§ **WHAT YOU SHOULD DO**: Lines in which "text" appears should be pulled from the data below.

§ **GIVEN INFORMATION**:
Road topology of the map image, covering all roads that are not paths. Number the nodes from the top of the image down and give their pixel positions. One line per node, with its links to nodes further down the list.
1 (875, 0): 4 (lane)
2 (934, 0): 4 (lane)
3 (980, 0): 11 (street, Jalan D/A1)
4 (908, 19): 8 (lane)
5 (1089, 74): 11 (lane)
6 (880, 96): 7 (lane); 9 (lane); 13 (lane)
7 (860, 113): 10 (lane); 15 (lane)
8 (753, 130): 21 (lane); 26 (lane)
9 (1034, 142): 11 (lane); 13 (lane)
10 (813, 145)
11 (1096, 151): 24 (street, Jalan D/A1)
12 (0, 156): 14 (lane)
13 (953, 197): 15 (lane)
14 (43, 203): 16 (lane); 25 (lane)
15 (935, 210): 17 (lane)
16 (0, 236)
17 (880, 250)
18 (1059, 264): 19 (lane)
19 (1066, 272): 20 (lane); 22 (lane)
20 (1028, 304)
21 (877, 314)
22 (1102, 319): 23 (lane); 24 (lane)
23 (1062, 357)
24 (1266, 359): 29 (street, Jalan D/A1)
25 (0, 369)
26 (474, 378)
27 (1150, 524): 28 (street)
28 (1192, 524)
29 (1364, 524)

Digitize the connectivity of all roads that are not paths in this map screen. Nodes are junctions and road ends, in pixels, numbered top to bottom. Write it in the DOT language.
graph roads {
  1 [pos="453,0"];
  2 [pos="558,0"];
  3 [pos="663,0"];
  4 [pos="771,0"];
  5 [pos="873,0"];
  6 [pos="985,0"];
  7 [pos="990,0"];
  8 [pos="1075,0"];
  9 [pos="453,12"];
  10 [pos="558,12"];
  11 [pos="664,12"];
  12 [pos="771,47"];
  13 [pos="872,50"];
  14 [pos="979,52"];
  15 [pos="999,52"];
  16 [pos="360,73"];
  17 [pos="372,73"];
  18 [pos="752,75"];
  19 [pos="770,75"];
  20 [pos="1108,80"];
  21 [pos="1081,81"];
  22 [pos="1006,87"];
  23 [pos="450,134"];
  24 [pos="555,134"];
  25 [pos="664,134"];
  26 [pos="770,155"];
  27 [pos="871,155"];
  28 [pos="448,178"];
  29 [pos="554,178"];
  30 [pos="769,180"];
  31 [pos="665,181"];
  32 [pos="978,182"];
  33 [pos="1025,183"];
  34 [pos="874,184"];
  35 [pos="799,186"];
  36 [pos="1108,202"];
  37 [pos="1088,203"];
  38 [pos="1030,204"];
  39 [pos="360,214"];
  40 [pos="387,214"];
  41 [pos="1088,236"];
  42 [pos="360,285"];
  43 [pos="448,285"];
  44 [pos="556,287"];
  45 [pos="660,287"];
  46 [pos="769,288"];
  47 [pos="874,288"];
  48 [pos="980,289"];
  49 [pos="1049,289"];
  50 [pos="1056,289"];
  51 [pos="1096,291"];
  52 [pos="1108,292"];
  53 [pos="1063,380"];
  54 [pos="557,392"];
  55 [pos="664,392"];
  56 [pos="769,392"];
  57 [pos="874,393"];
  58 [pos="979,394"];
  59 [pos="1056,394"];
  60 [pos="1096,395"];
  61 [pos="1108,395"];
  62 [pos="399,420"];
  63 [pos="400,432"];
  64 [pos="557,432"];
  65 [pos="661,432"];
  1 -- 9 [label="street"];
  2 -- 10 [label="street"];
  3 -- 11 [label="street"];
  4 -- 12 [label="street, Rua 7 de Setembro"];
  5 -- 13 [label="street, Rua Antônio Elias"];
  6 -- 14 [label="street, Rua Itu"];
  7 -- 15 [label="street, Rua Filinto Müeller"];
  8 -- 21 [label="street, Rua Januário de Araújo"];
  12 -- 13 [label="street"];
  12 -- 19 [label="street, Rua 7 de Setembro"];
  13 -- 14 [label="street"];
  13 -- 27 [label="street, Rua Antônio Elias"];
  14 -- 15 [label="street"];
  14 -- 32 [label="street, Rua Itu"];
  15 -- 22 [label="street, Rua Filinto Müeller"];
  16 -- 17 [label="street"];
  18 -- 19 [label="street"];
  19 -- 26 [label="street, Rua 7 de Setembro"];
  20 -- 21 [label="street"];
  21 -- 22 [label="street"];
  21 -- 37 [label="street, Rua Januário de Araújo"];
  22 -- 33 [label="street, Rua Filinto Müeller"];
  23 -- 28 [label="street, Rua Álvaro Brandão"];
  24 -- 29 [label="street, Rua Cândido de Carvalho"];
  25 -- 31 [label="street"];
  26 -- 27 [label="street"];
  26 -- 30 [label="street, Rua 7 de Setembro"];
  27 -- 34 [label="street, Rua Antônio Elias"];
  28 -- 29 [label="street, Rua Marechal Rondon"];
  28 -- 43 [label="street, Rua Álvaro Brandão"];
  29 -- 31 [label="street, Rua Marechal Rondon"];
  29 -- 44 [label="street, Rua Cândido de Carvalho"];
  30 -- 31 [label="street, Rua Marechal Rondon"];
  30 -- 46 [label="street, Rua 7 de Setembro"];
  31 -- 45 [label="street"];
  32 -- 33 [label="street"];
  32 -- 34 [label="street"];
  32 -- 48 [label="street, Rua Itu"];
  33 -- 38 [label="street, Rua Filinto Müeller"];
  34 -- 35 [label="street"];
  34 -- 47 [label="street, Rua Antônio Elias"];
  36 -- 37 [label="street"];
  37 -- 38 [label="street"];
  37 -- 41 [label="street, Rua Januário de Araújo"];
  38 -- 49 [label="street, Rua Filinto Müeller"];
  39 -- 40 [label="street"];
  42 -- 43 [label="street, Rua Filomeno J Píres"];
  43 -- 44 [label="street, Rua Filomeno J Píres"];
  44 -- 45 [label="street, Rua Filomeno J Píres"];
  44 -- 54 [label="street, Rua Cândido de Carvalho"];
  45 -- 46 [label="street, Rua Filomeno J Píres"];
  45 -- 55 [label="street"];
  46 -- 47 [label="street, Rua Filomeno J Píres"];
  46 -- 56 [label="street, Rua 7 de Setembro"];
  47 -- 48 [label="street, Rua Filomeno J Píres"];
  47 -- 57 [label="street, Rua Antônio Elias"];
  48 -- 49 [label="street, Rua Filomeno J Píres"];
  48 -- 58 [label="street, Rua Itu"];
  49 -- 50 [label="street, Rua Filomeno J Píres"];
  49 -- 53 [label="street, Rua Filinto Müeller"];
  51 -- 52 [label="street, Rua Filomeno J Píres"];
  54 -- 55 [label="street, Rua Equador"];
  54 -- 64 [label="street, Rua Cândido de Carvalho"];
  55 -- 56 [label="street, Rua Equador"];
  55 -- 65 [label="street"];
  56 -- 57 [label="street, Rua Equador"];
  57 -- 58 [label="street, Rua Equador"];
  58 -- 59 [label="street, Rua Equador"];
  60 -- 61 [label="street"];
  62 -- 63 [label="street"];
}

* * *

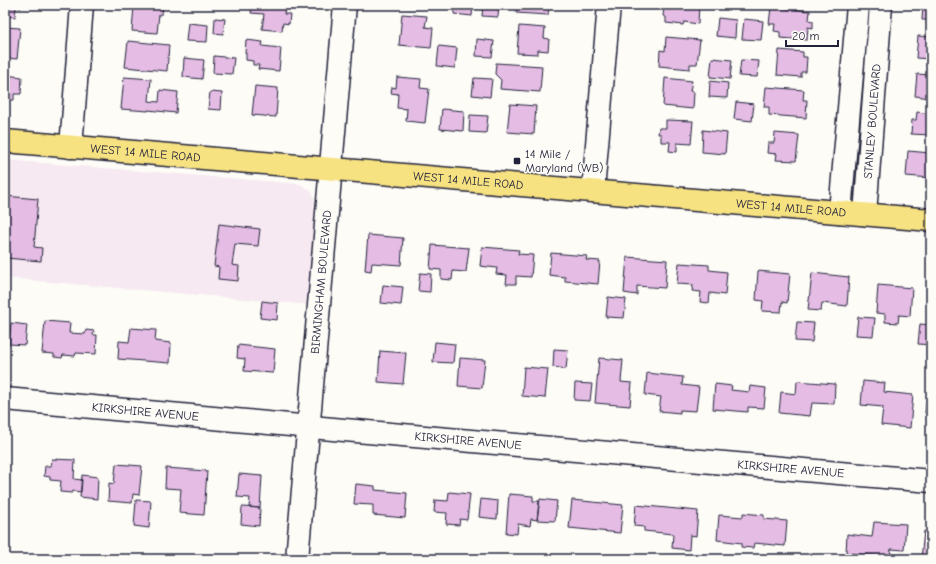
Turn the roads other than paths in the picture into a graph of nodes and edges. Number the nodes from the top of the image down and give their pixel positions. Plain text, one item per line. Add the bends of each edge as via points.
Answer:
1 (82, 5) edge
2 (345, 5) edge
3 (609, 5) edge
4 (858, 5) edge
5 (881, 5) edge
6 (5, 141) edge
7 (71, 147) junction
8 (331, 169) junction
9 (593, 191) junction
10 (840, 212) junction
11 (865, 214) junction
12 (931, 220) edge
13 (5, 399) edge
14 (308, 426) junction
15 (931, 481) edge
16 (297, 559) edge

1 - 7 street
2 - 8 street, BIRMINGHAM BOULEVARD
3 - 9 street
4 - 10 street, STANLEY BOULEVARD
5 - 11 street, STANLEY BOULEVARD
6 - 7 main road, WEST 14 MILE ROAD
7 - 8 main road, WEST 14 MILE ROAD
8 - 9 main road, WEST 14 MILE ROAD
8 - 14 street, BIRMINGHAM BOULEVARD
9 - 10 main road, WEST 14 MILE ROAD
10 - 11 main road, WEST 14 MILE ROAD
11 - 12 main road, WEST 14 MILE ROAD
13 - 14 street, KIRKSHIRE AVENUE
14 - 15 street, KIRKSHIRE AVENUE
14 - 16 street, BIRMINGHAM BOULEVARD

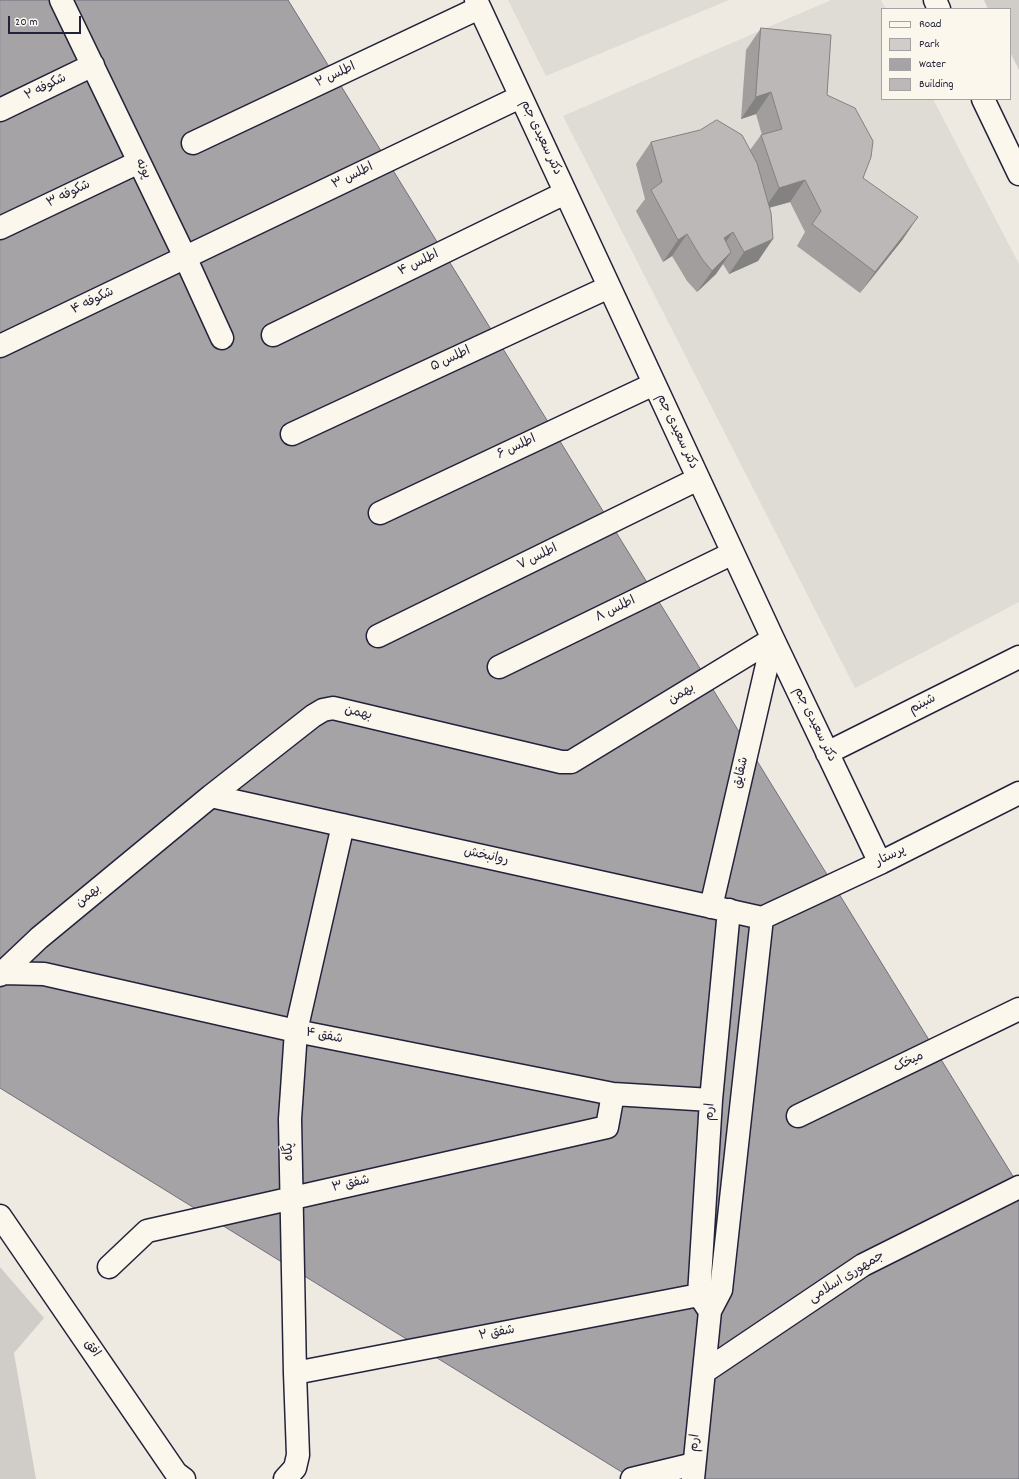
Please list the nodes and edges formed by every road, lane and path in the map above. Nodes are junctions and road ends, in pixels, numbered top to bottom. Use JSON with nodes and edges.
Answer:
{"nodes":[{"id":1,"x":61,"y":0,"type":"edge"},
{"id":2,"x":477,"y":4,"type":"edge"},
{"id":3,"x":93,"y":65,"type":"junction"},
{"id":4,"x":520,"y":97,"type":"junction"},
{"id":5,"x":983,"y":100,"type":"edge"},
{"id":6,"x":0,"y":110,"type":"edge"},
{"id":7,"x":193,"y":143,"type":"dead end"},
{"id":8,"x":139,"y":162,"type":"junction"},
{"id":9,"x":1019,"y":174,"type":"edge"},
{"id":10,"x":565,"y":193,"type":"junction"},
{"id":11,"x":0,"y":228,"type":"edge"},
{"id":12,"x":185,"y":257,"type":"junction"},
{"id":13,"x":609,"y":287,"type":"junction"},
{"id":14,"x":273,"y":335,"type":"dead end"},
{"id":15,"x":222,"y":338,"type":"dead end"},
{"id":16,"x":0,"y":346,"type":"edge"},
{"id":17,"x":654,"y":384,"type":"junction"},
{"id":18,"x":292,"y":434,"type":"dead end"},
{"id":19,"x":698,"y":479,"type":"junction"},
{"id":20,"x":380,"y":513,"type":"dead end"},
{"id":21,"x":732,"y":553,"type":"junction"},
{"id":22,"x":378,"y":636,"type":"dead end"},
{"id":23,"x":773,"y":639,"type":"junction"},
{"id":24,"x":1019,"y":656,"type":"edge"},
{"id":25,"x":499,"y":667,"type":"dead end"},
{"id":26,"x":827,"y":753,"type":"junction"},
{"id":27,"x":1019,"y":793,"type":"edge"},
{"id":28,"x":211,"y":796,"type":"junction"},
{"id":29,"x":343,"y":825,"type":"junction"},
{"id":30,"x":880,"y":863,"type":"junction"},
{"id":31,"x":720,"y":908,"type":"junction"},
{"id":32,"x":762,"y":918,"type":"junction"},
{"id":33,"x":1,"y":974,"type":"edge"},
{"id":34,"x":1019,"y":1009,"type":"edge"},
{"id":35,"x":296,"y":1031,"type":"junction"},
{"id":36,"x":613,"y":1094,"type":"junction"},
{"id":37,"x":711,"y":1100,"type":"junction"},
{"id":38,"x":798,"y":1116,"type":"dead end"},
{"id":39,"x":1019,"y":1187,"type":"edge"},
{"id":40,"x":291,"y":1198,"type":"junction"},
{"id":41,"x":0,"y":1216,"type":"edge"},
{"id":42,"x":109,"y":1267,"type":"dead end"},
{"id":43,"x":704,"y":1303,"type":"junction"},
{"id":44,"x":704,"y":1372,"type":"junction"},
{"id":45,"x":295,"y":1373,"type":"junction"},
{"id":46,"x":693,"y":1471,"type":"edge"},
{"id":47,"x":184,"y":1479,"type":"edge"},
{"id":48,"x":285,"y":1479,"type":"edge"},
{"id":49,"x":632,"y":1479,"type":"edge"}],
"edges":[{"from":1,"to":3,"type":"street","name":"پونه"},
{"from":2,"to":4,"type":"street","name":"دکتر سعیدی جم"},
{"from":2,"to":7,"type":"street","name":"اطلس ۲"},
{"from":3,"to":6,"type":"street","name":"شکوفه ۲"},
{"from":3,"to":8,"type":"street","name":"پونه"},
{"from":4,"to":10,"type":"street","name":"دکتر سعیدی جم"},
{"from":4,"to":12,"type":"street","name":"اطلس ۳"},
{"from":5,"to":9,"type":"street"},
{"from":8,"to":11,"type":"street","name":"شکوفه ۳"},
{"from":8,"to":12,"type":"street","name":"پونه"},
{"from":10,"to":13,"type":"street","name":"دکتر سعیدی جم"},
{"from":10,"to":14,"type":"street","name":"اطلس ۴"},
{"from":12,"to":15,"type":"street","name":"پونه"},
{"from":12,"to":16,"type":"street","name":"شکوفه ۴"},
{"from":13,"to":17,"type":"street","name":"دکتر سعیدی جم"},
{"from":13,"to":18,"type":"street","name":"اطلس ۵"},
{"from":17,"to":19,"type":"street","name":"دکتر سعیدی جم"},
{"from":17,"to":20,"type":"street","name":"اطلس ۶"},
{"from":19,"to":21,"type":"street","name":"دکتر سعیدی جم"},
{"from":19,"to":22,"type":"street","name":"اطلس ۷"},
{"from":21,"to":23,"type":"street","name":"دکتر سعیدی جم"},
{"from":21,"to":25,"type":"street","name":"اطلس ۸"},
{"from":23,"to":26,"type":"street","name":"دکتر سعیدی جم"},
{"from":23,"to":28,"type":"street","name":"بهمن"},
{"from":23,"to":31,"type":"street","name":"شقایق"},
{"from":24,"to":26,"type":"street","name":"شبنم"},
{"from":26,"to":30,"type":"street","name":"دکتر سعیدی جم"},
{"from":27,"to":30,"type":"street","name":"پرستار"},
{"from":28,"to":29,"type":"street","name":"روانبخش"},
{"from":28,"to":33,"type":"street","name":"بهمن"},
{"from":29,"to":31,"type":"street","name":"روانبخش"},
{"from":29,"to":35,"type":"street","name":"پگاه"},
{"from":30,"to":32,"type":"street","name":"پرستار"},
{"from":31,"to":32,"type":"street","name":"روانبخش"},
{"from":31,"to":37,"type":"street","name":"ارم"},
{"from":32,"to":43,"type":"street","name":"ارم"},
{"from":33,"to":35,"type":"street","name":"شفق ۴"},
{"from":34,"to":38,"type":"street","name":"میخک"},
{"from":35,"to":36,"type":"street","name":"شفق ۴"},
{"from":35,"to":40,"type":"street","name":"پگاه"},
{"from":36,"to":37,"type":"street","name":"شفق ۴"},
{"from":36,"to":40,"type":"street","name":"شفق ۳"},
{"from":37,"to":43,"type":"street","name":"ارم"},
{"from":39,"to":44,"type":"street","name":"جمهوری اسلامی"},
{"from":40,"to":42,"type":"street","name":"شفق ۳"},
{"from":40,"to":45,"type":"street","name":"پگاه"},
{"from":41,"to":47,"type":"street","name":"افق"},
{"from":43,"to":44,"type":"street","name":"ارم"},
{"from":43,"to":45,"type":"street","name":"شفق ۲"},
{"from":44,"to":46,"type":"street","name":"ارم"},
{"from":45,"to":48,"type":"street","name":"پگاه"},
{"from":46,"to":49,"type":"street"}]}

* * *

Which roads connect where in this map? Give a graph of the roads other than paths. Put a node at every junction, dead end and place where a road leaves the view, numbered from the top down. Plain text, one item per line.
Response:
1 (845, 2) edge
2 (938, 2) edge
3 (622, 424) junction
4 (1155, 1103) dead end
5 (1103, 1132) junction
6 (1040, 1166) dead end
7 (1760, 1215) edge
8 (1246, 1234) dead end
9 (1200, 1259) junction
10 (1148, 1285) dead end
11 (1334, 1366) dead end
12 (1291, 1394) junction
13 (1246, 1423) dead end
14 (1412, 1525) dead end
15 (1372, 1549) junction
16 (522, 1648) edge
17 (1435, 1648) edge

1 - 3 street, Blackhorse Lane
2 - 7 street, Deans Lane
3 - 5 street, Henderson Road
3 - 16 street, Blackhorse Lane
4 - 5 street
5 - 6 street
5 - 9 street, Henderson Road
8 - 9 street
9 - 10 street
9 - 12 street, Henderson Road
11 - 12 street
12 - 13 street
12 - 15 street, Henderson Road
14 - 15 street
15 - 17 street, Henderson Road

§ **SOLVED EXERCISE**:
Turn the roads other than paths in the picture into a graph of nodes and edges. Number the nodes from the top of the image down and give their pixel positions. Plain text, one item per line. Add the bends of each edge as via points.
Which roads connect where in this map? Give a graph of the roads other than paths. Put a node at every junction, dead end and place where a road leaves the view, numbered from the top down. Plain text, one item per line.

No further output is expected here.